* **Instructions to follow**:
Wherever the word "dead" appears in a line of the records, copy that line.

(Beginning of Supplied entries)

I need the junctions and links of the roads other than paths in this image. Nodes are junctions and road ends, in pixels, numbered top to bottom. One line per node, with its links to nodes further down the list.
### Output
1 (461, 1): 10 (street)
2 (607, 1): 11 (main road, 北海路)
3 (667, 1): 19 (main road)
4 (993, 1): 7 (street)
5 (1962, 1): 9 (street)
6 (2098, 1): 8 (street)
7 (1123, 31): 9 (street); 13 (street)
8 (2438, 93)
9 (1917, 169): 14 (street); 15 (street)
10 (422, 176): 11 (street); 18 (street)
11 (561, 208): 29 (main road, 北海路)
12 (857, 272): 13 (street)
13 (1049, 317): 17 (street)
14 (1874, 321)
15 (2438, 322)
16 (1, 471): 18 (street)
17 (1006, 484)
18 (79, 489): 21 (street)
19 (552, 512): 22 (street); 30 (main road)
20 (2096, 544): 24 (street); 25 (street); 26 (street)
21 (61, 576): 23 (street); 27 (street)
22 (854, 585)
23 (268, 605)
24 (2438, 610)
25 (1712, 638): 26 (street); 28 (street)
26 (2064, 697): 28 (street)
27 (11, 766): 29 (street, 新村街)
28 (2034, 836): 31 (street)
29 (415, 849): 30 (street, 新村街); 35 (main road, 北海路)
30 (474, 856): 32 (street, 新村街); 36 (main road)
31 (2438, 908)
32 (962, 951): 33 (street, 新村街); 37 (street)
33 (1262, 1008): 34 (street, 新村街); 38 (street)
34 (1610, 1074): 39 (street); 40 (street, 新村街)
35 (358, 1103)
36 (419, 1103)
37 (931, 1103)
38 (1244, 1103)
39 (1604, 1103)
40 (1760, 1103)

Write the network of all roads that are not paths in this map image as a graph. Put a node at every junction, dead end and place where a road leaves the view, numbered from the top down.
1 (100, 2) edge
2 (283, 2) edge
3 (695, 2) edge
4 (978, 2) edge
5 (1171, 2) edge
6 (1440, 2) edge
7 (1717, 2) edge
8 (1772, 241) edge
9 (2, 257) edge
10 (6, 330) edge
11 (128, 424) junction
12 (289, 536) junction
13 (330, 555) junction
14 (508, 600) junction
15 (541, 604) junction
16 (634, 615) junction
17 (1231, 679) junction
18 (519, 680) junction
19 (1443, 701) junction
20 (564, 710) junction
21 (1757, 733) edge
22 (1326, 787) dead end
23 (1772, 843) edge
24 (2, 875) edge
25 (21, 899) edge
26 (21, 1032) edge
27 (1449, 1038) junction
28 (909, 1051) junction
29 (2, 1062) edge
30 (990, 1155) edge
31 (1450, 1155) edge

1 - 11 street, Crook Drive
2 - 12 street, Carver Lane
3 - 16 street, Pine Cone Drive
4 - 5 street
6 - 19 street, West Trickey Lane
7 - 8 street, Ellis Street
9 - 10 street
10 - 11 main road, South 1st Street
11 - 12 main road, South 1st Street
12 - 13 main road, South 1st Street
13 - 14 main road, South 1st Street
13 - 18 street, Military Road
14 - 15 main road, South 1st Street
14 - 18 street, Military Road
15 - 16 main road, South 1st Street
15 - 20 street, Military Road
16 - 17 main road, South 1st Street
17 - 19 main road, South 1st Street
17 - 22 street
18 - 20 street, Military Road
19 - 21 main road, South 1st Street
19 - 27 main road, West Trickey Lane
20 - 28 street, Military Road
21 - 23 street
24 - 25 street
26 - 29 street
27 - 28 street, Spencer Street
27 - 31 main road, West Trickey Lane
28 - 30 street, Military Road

(End of Supplied entries)

* **Solution for this problem**:
Write the network of all roads that are not paths in this map image as a graph. Put a node at every junction, dead end and place where a road leaves the view, numbered from the top down.
22 (1326, 787) dead end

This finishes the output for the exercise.